Work request: Please return every line of the records below that contains the word "Viistokatu".

(Records from a dataset)
Start of Block

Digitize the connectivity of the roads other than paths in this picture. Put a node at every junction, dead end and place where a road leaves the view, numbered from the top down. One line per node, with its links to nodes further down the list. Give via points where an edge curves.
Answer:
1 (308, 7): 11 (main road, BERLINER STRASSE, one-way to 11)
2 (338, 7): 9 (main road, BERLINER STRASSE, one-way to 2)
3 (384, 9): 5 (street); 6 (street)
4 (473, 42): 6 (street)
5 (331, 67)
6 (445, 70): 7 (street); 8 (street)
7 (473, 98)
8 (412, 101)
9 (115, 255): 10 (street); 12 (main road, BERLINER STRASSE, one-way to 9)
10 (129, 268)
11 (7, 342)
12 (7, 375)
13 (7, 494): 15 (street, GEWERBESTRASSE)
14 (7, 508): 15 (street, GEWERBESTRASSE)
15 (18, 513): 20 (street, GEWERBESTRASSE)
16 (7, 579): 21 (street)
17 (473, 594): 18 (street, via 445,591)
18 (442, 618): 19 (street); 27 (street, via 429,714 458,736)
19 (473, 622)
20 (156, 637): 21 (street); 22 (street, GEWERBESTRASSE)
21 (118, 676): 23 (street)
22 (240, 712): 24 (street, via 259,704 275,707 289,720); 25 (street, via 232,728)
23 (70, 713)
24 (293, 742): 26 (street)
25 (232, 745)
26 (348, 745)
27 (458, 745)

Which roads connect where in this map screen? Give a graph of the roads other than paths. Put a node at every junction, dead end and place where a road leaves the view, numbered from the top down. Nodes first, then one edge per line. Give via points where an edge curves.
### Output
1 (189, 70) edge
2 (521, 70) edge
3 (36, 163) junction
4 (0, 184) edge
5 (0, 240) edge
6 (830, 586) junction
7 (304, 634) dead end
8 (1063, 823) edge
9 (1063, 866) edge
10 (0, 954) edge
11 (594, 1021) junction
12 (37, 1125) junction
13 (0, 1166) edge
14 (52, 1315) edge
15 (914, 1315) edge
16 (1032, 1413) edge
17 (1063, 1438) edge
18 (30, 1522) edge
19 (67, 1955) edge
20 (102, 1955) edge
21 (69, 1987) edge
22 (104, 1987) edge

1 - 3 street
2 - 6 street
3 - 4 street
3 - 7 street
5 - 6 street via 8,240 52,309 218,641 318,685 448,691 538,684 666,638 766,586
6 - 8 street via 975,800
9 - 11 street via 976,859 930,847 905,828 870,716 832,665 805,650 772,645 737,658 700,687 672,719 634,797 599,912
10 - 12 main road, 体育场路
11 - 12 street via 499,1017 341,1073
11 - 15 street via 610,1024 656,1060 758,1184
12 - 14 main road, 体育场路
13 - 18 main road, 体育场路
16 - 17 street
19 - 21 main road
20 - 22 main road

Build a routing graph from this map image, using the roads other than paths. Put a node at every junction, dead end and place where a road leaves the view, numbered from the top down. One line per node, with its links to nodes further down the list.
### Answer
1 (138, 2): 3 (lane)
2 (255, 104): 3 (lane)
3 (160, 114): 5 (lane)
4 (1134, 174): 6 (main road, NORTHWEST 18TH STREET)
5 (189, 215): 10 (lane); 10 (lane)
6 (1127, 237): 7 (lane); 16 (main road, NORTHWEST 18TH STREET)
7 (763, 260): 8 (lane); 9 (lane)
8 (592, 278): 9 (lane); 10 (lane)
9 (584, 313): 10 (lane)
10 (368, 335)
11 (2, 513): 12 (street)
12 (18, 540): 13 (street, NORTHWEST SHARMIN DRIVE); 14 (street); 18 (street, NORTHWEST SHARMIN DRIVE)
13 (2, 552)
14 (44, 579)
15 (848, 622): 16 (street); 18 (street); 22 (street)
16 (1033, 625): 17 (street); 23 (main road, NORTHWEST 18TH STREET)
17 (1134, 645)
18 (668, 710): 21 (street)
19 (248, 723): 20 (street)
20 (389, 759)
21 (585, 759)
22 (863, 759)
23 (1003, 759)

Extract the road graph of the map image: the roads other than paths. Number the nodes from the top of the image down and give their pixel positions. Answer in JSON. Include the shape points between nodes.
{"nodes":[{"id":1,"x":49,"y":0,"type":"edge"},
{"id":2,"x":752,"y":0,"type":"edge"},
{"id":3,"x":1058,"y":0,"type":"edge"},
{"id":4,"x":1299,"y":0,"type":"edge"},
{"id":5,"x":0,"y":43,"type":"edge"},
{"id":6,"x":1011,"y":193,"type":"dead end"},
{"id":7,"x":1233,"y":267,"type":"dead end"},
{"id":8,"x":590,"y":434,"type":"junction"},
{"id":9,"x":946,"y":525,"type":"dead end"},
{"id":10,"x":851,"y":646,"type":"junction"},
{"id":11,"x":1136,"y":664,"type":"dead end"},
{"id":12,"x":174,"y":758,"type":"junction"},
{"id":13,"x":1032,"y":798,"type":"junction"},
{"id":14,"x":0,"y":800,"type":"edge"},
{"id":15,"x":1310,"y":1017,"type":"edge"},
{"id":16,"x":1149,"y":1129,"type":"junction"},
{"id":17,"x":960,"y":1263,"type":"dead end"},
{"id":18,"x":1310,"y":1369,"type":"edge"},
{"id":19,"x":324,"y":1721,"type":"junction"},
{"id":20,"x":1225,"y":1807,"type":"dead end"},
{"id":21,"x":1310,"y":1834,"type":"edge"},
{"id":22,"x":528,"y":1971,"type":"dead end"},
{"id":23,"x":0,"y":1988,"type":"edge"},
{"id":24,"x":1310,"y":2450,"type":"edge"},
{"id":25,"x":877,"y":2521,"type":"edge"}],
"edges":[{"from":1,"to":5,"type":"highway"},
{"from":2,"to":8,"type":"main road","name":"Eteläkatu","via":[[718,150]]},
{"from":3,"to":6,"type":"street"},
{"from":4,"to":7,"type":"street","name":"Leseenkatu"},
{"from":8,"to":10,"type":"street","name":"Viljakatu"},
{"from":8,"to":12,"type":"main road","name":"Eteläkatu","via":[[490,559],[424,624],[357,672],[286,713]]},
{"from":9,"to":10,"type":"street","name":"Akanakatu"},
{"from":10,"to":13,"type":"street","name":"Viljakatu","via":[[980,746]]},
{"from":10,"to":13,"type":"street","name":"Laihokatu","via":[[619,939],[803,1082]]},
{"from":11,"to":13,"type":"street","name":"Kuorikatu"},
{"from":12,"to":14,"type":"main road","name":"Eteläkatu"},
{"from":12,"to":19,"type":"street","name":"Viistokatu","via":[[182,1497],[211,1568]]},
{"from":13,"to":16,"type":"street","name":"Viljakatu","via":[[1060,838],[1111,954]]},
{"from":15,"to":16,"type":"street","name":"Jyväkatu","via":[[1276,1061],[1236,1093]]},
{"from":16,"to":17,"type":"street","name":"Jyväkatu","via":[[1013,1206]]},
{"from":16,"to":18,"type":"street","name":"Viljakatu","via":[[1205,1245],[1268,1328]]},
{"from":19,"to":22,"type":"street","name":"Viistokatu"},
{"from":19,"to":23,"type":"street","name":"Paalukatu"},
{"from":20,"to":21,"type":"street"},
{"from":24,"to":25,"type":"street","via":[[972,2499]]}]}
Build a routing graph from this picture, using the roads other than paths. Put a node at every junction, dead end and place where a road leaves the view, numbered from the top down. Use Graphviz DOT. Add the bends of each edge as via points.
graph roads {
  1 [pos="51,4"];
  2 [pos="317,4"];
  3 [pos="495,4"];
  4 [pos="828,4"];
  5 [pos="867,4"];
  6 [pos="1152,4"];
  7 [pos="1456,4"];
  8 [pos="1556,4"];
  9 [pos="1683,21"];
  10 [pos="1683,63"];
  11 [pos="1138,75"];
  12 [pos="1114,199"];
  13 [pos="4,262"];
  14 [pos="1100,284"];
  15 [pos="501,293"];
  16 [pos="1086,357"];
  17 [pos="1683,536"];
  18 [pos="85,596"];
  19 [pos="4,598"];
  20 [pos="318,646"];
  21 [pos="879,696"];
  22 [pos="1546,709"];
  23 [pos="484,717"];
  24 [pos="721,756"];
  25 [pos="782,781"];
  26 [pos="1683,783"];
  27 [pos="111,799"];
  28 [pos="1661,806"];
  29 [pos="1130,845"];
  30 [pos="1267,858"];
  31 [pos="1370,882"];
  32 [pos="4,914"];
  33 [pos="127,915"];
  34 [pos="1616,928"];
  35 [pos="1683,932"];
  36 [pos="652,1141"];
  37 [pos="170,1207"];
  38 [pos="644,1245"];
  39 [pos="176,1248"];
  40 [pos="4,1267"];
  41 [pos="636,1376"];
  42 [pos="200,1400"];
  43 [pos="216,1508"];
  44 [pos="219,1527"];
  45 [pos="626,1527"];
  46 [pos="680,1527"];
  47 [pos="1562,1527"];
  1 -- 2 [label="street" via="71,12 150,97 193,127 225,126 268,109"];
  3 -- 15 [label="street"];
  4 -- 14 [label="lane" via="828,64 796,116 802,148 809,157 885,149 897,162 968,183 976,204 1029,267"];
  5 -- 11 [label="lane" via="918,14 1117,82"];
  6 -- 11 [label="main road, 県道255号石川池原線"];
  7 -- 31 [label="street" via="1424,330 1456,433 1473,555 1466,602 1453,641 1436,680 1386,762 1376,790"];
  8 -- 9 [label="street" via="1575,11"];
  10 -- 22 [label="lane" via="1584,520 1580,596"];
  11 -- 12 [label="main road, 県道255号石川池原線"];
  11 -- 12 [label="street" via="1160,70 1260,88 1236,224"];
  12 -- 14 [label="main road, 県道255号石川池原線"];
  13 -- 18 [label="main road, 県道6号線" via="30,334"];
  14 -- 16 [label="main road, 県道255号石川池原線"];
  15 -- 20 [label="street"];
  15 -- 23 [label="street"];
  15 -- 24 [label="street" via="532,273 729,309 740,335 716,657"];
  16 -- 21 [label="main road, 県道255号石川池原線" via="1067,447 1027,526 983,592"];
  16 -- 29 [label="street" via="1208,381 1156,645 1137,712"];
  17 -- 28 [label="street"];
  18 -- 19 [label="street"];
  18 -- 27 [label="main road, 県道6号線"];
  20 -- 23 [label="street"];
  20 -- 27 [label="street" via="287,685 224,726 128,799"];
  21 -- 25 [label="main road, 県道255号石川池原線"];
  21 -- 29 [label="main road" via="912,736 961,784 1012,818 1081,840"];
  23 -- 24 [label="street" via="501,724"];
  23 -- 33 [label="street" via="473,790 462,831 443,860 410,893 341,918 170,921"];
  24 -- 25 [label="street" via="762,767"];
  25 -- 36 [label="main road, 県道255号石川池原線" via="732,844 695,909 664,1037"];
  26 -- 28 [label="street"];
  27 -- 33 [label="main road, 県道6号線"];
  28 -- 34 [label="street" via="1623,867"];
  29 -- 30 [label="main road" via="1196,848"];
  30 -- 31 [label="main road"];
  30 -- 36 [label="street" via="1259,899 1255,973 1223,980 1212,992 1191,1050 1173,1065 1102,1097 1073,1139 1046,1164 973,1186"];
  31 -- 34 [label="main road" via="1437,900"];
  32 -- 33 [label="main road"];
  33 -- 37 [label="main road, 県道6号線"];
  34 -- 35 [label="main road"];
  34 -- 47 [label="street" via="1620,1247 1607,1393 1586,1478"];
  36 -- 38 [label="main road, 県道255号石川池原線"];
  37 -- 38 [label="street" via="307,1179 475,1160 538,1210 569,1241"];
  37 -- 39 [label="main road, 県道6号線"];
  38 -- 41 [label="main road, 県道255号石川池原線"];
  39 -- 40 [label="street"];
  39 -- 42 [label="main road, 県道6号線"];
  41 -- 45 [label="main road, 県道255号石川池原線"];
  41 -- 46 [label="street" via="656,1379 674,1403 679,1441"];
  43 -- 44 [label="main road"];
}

End of Block

Response area:
{"from":12,"to":19,"type":"street","name":"Viistokatu","via":[[182,1497],[211,1568]]},
{"from":19,"to":22,"type":"street","name":"Viistokatu"},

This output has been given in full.